3.偏側抽動偏癱綜合征(hemiconvulsion-hemiplegia syndrome,HHS) 治療困難,對症處理,AEDs難以控制發作,預後不良。
4.顳葉癲癇、額葉癲癇、頂葉癲癇及枕葉癲癇 需用規範的抗癲癇發作治療(AEDs),苯妥英或卡馬西平有效。
5.肌陣攣-站立不能發作癲癇 需用規範的抗癲癇發作治療(AEDs),多數病例療效較好,也有未經治療停止發作者,部分病例治療困難,約1/3病人需用藥4~5年以上。
6.早期肌陣攣腦病 AEDs及ACTH療效不明顯,常早期死亡。
7.大田原綜合征 本病治療困難,AEDs無效,少數病例用ACTH可能有效,多數病例有重度智力低下及體格發育障礙,多數患兒早期死亡。
8.Landau-Kleffner綜合征 卡馬西平、苯妥英(苯妥英鈉)常可控制發作,但不能改善語言功能。病程早期應用皮質類固醇可使EEG正常,長時間緩解失語和癲癇發作;安定靜脈注射可使EEG恢復正常,患兒語言功能恢復需語言訓練。
9.常染色體顯性夜間額葉癲癇:卡馬西平通常可有效地預防本病發作。
10.室管膜下灰質異位(subependymal heterotopia) AEDs治療無效,外科切除結節可能治癒,提示臨床難治性癲癇患兒常規AEDs治療無效者需行MRI檢查。
(二)預後
本組疾病不同類型預後不同,預後也與原發病因相關。
1.原發性閱讀性癲癇 與遺傳因素有關,一般呈良性經過。
2.Kojevnikow綜合征及Rasmussen綜合征 AEDs難以控制發作,預後不良。
3.偏側抽動偏癱綜合征(hemiconvulsion-hemiplegiasyndrome,HHS) 偏癱進行性加重,約半數病人出現偏盲,可有偏身感覺障礙、構音困難或語言障礙,患者智力可受損。AEDs難以控制發作,預後不良。
4.顳葉癲癇、額葉癲癇、頂葉癲癇及枕葉癲癇 AEDs多可以控制發作。
5.肌陣攣-站立不能發作癲癇 多數病例療效較好,也有未經治療停止發作者,部分病例治療困難。

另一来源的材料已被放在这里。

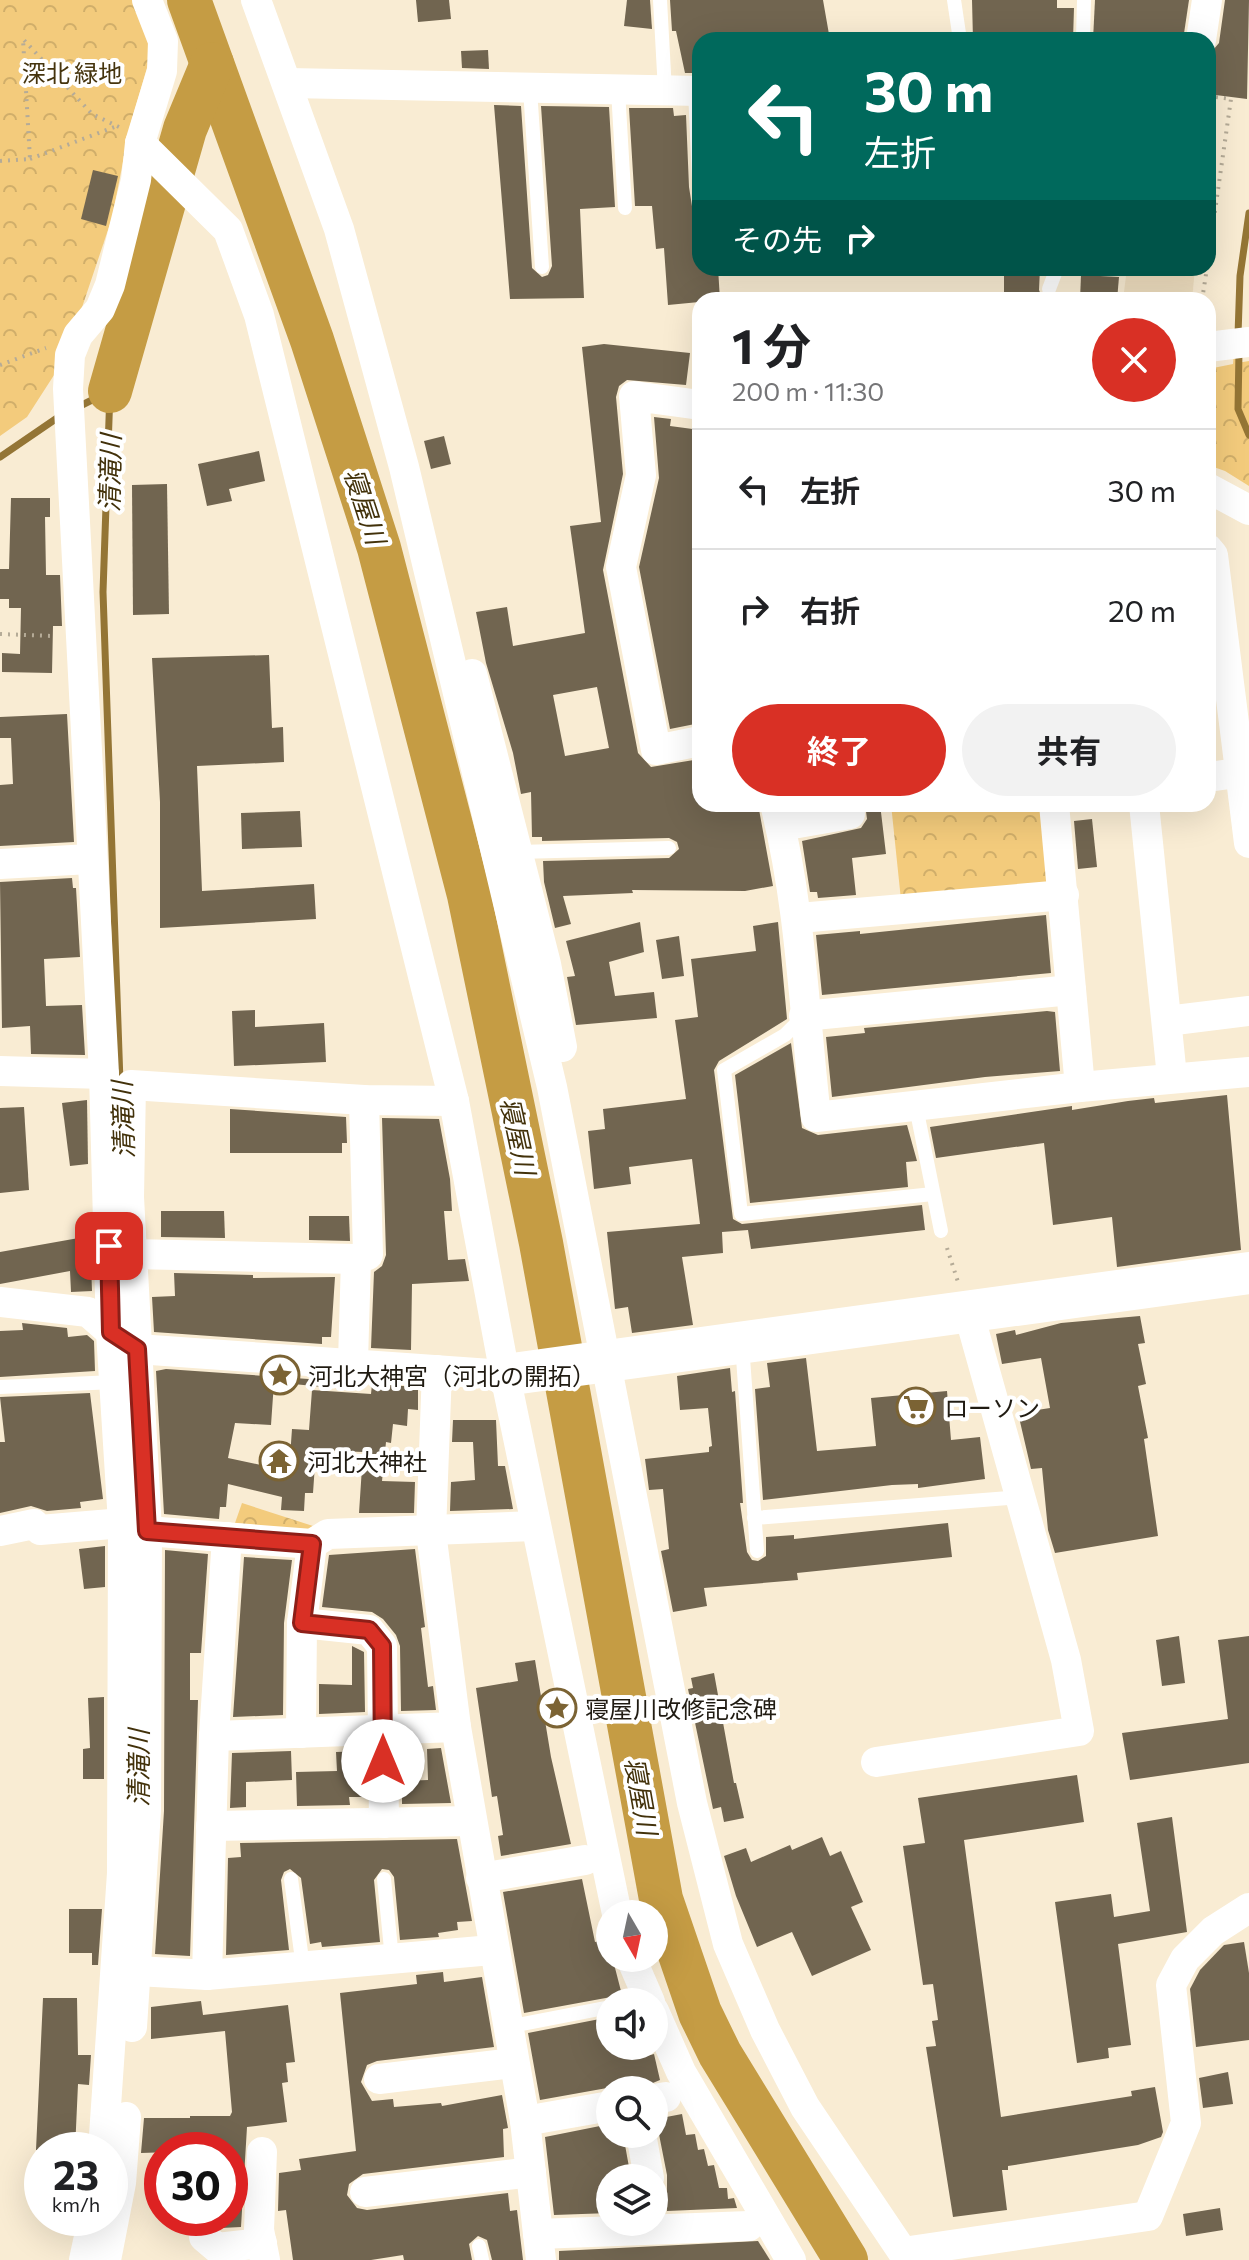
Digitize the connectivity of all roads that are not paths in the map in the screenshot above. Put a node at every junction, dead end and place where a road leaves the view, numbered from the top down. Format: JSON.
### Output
{"nodes":[{"id":1,"x":147,"y":0,"type":"edge"},
{"id":2,"x":256,"y":0,"type":"edge"},
{"id":3,"x":660,"y":0,"type":"edge"},
{"id":4,"x":954,"y":0,"type":"edge"},
{"id":5,"x":1084,"y":0,"type":"edge"},
{"id":6,"x":1207,"y":0,"type":"edge"},
{"id":7,"x":959,"y":32,"type":"edge"},
{"id":8,"x":1083,"y":32,"type":"edge"},
{"id":9,"x":1202,"y":32,"type":"edge"},
{"id":10,"x":288,"y":83,"type":"junction"},
{"id":11,"x":530,"y":89,"type":"junction"},
{"id":12,"x":618,"y":90,"type":"junction"},
{"id":13,"x":665,"y":91,"type":"junction"},
{"id":14,"x":692,"y":91,"type":"edge"},
{"id":15,"x":128,"y":134,"type":"junction"},
{"id":16,"x":625,"y":208,"type":"dead end"},
{"id":17,"x":542,"y":267,"type":"dead end"},
{"id":18,"x":1054,"y":276,"type":"edge"},
{"id":19,"x":1049,"y":289,"type":"dead end"},
{"id":20,"x":1249,"y":342,"type":"edge"},
{"id":21,"x":1216,"y":346,"type":"edge"},
{"id":22,"x":692,"y":404,"type":"edge"},
{"id":23,"x":1216,"y":492,"type":"edge"},
{"id":24,"x":413,"y":507,"type":"junction"},
{"id":25,"x":1249,"y":510,"type":"edge"},
{"id":26,"x":1216,"y":621,"type":"edge"},
{"id":27,"x":692,"y":743,"type":"edge"},
{"id":28,"x":1223,"y":775,"type":"edge"},
{"id":29,"x":1055,"y":812,"type":"edge"},
{"id":30,"x":1145,"y":812,"type":"edge"},
{"id":31,"x":850,"y":814,"type":"dead end"},
{"id":32,"x":778,"y":815,"type":"edge"},
{"id":33,"x":1249,"y":843,"type":"edge"},
{"id":34,"x":669,"y":848,"type":"dead end"},
{"id":35,"x":518,"y":852,"type":"junction"},
{"id":36,"x":90,"y":859,"type":"junction"},
{"id":37,"x":0,"y":864,"type":"edge"},
{"id":38,"x":1064,"y":895,"type":"junction"},
{"id":39,"x":799,"y":918,"type":"junction"},
{"id":40,"x":1071,"y":990,"type":"junction"},
{"id":41,"x":1249,"y":1011,"type":"edge"},
{"id":42,"x":804,"y":1016,"type":"junction"},
{"id":43,"x":1167,"y":1021,"type":"junction"},
{"id":44,"x":0,"y":1071,"type":"edge"},
{"id":45,"x":1249,"y":1072,"type":"edge"},
{"id":46,"x":104,"y":1074,"type":"junction"},
{"id":47,"x":1172,"y":1077,"type":"junction"},
{"id":48,"x":1080,"y":1087,"type":"junction"},
{"id":49,"x":364,"y":1100,"type":"junction"},
{"id":50,"x":454,"y":1101,"type":"junction"},
{"id":51,"x":916,"y":1107,"type":"junction"},
{"id":52,"x":565,"y":1153,"type":"junction"},
{"id":53,"x":933,"y":1194,"type":"junction"},
{"id":54,"x":941,"y":1231,"type":"road end"},
{"id":55,"x":132,"y":1254,"type":"junction"},
{"id":56,"x":356,"y":1259,"type":"junction"},
{"id":57,"x":1249,"y":1273,"type":"edge"},
{"id":58,"x":0,"y":1302,"type":"edge"},
{"id":59,"x":969,"y":1314,"type":"junction"},
{"id":60,"x":111,"y":1332,"type":"junction"},
{"id":61,"x":742,"y":1343,"type":"junction"},
{"id":62,"x":137,"y":1349,"type":"junction"},
{"id":63,"x":602,"y":1361,"type":"junction"},
{"id":64,"x":353,"y":1362,"type":"junction"},
{"id":65,"x":437,"y":1370,"type":"junction"},
{"id":66,"x":510,"y":1374,"type":"junction"},
{"id":67,"x":115,"y":1382,"type":"junction"},
{"id":68,"x":0,"y":1387,"type":"edge"},
{"id":69,"x":1020,"y":1497,"type":"junction"},
{"id":70,"x":754,"y":1518,"type":"junction"},
{"id":71,"x":535,"y":1526,"type":"junction"},
{"id":72,"x":135,"y":1527,"type":"junction"},
{"id":73,"x":0,"y":1531,"type":"edge"},
{"id":74,"x":431,"y":1532,"type":"junction"},
{"id":75,"x":227,"y":1537,"type":"junction"},
{"id":76,"x":312,"y":1544,"type":"junction"},
{"id":77,"x":757,"y":1551,"type":"dead end"},
{"id":78,"x":302,"y":1623,"type":"junction"},
{"id":79,"x":572,"y":1704,"type":"junction"},
{"id":80,"x":456,"y":1727,"type":"junction"},
{"id":81,"x":383,"y":1730,"type":"junction"},
{"id":82,"x":301,"y":1733,"type":"junction"},
{"id":83,"x":214,"y":1736,"type":"junction"},
{"id":84,"x":876,"y":1762,"type":"dead end"},
{"id":85,"x":472,"y":1821,"type":"junction"},
{"id":86,"x":384,"y":1823,"type":"junction"},
{"id":87,"x":211,"y":1826,"type":"junction"},
{"id":88,"x":585,"y":1860,"type":"junction"},
{"id":89,"x":481,"y":1878,"type":"junction"},
{"id":90,"x":291,"y":1879,"type":"dead end"},
{"id":91,"x":384,"y":1879,"type":"dead end"},
{"id":92,"x":610,"y":1900,"type":"edge"},
{"id":93,"x":614,"y":1900,"type":"edge"},
{"id":94,"x":1248,"y":1917,"type":"edge"},
{"id":95,"x":492,"y":1950,"type":"junction"},
{"id":96,"x":392,"y":1959,"type":"junction"},
{"id":97,"x":303,"y":1967,"type":"junction"},
{"id":98,"x":127,"y":1971,"type":"junction"},
{"id":99,"x":207,"y":1975,"type":"junction"},
{"id":100,"x":596,"y":2010,"type":"edge"},
{"id":101,"x":507,"y":2027,"type":"junction"},
{"id":102,"x":122,"y":2042,"type":"junction"},
{"id":103,"x":668,"y":2043,"type":"edge"},
{"id":104,"x":514,"y":2063,"type":"junction"},
{"id":105,"x":379,"y":2079,"type":"dead end"},
{"id":106,"x":596,"y":2108,"type":"edge"},
{"id":107,"x":525,"y":2121,"type":"junction"},
{"id":108,"x":106,"y":2132,"type":"edge"},
{"id":109,"x":262,"y":2152,"type":"dead end"},
{"id":110,"x":531,"y":2172,"type":"junction"},
{"id":111,"x":365,"y":2192,"type":"dead end"},
{"id":112,"x":668,"y":2219,"type":"edge"},
{"id":113,"x":749,"y":2226,"type":"dead end"},
{"id":114,"x":596,"y":2233,"type":"edge"},
{"id":115,"x":89,"y":2236,"type":"edge"},
{"id":116,"x":204,"y":2236,"type":"edge"},
{"id":117,"x":540,"y":2247,"type":"edge"},
{"id":118,"x":264,"y":2252,"type":"edge"},
{"id":119,"x":905,"y":2256,"type":"edge"},
{"id":120,"x":84,"y":2260,"type":"edge"},
{"id":121,"x":106,"y":2260,"type":"edge"},
{"id":122,"x":791,"y":2260,"type":"edge"}],
"edges":[{"from":1,"to":15,"type":"street"},
{"from":2,"to":10,"type":"street"},
{"from":3,"to":13,"type":"lane"},
{"from":4,"to":7,"type":"lane"},
{"from":5,"to":8,"type":"lane"},
{"from":6,"to":9,"type":"street"},
{"from":10,"to":11,"type":"street"},
{"from":10,"to":24,"type":"street"},
{"from":11,"to":12,"type":"street"},
{"from":11,"to":17,"type":"lane"},
{"from":12,"to":13,"type":"street"},
{"from":12,"to":16,"type":"lane"},
{"from":13,"to":14,"type":"street"},
{"from":15,"to":36,"type":"street"},
{"from":15,"to":50,"type":"street"},
{"from":18,"to":19,"type":"lane"},
{"from":20,"to":21,"type":"street"},
{"from":22,"to":27,"type":"street"},
{"from":23,"to":25,"type":"street"},
{"from":24,"to":35,"type":"street"},
{"from":24,"to":52,"type":"street"},
{"from":26,"to":28,"type":"street"},
{"from":28,"to":33,"type":"street"},
{"from":29,"to":38,"type":"street"},
{"from":30,"to":43,"type":"street"},
{"from":31,"to":32,"type":"street"},
{"from":32,"to":39,"type":"street"},
{"from":34,"to":35,"type":"lane"},
{"from":35,"to":52,"type":"street"},
{"from":36,"to":37,"type":"street"},
{"from":36,"to":46,"type":"street"},
{"from":38,"to":39,"type":"street"},
{"from":38,"to":40,"type":"street"},
{"from":39,"to":42,"type":"street"},
{"from":40,"to":42,"type":"street"},
{"from":40,"to":48,"type":"street"},
{"from":41,"to":43,"type":"street"},
{"from":42,"to":51,"type":"street"},
{"from":42,"to":53,"type":"lane"},
{"from":43,"to":47,"type":"street"},
{"from":44,"to":46,"type":"street"},
{"from":45,"to":47,"type":"street"},
{"from":46,"to":60,"type":"street"},
{"from":47,"to":48,"type":"street"},
{"from":48,"to":51,"type":"street"},
{"from":49,"to":50,"type":"street"},
{"from":49,"to":55,"type":"street"},
{"from":49,"to":56,"type":"street"},
{"from":50,"to":66,"type":"street"},
{"from":51,"to":53,"type":"lane"},
{"from":52,"to":63,"type":"street"},
{"from":53,"to":54,"type":"lane"},
{"from":55,"to":56,"type":"street"},
{"from":55,"to":62,"type":"street"},
{"from":56,"to":64,"type":"street"},
{"from":57,"to":59,"type":"street"},
{"from":58,"to":60,"type":"street"},
{"from":59,"to":61,"type":"street"},
{"from":59,"to":69,"type":"street"},
{"from":60,"to":62,"type":"street"},
{"from":60,"to":67,"type":"street"},
{"from":61,"to":63,"type":"street"},
{"from":61,"to":70,"type":"lane"},
{"from":62,"to":64,"type":"street"},
{"from":62,"to":72,"type":"street"},
{"from":63,"to":66,"type":"street"},
{"from":63,"to":119,"type":"street"},
{"from":64,"to":65,"type":"street"},
{"from":65,"to":66,"type":"street"},
{"from":65,"to":74,"type":"street"},
{"from":66,"to":71,"type":"street"},
{"from":67,"to":68,"type":"lane"},
{"from":67,"to":72,"type":"street"},
{"from":69,"to":70,"type":"lane"},
{"from":69,"to":84,"type":"street"},
{"from":70,"to":77,"type":"lane"},
{"from":71,"to":74,"type":"street"},
{"from":71,"to":79,"type":"street"},
{"from":72,"to":73,"type":"street"},
{"from":72,"to":75,"type":"street"},
{"from":72,"to":98,"type":"street"},
{"from":74,"to":76,"type":"street"},
{"from":74,"to":80,"type":"street"},
{"from":75,"to":76,"type":"street"},
{"from":75,"to":83,"type":"street"},
{"from":76,"to":78,"type":"street"},
{"from":78,"to":81,"type":"street"},
{"from":78,"to":82,"type":"street"},
{"from":79,"to":88,"type":"street"},
{"from":79,"to":93,"type":"street"},
{"from":80,"to":81,"type":"street"},
{"from":80,"to":85,"type":"street"},
{"from":81,"to":82,"type":"street"},
{"from":81,"to":86,"type":"street"},
{"from":82,"to":83,"type":"street"},
{"from":83,"to":87,"type":"street"},
{"from":85,"to":86,"type":"street"},
{"from":85,"to":89,"type":"street"},
{"from":86,"to":87,"type":"street"},
{"from":87,"to":99,"type":"street"},
{"from":88,"to":89,"type":"street"},
{"from":88,"to":92,"type":"street"},
{"from":89,"to":95,"type":"street"},
{"from":90,"to":97,"type":"lane"},
{"from":91,"to":96,"type":"lane"},
{"from":94,"to":119,"type":"street"},
{"from":95,"to":96,"type":"street"},
{"from":95,"to":101,"type":"street"},
{"from":96,"to":97,"type":"street"},
{"from":97,"to":99,"type":"street"},
{"from":98,"to":99,"type":"street"},
{"from":98,"to":102,"type":"street"},
{"from":100,"to":101,"type":"lane"},
{"from":101,"to":104,"type":"street"},
{"from":102,"to":108,"type":"street"},
{"from":102,"to":121,"type":"street"},
{"from":103,"to":122,"type":"street"},
{"from":104,"to":105,"type":"street"},
{"from":104,"to":107,"type":"street"},
{"from":106,"to":107,"type":"street"},
{"from":107,"to":110,"type":"street"},
{"from":109,"to":118,"type":"street"},
{"from":110,"to":111,"type":"street"},
{"from":110,"to":117,"type":"street"},
{"from":112,"to":113,"type":"street"},
{"from":114,"to":117,"type":"street"},
{"from":115,"to":120,"type":"street"},
{"from":116,"to":118,"type":"street"}]}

6.早期肌陣攣腦病 本病預後不良,AEDs及ACTH療效不明顯,常早期死亡,很少活到2歲。
7.大田原綜合征 合并重度智力低下及體格發育障礙,多數患兒早期死亡。
8.Landau-Kleffner綜合征 患者的癲癇發作預後較好,通常10歲時停止,15歲時全部病例終止發作;但語言功能恢復較困難,患兒發病年齡愈小、治療愈晚,語言恢復愈差。
9.常染色體顯性夜間額葉癲癇 AEDs多可以控制發作。
10.室管膜下灰質異位 AEDs治療無效,外科切除結節可能治癒。
注意事項:
l、癲癇患者不能驟減或停服抗病葯,以免引起癲醯持續狀態。
2、克服自卑感及恐懼心理,避免疲勞、緊張諸因素刺激。
3、加強體質鍛煉,起居有規律,忌煙酒等刺激食物。
4、嚴禁開車、游泳、夜間獨自外出等活動,如有發作預兆,應立即卧倒,避免跌傷。
癲癇吃哪些對身體好?
1、某些礦物質對部分患者有幫助,鎂(大量存在於全麥麵粉、小米、無花果、肉、魚、堅果和豆類中);鋅(存在於肉、家畜內臟、麥芽、堅果、蟹、牡蠣和小扁豆中)和鈣(鈣食品)(主要存在於牛奶和乳製品中)中幫助某些人預防驚厥。
2、混合色拉和生的水果(水果食品)可減低發病的次數和程度。
3、應吃家常便飯,而且食品應多樣化,米飯、麵食、肥肉、瘦肉、雞蛋、牛奶、水果(水果食品)、蔬菜(蔬菜食品)、魚、蝦等都要吃。
4、癲癇的初起多屬實證,身體壯實者,或屬風痰壅盛者,飲食宜清淡而富有營養,多食米面、蔬菜。
5、病症屬虛或體質虛弱者,應偏於滋補肝腎、健脾助運、益氣血之食品。可多吃瘦豬肉、豬心、豬肝、動物腦、桂圓肉、蓮子、枸杞等。
6、可多食潤腸道通便的食物(如蜂蜜、香蕉、胡桃、杏仁、菠菜等),以保持大便通暢。
癲癇最好不要吃哪些食物?
1、忌食油膩肥厚,以免滋濕生痰,生熱助火,加重病情。
2、忌食酒類及刺激性食物。
3、另外,茶、咖啡、巧克力、辛辣食物均可誘發癲癇發作,日常生活中需要注意。
注:僅供參考,身體疾病請咨詢專業醫生。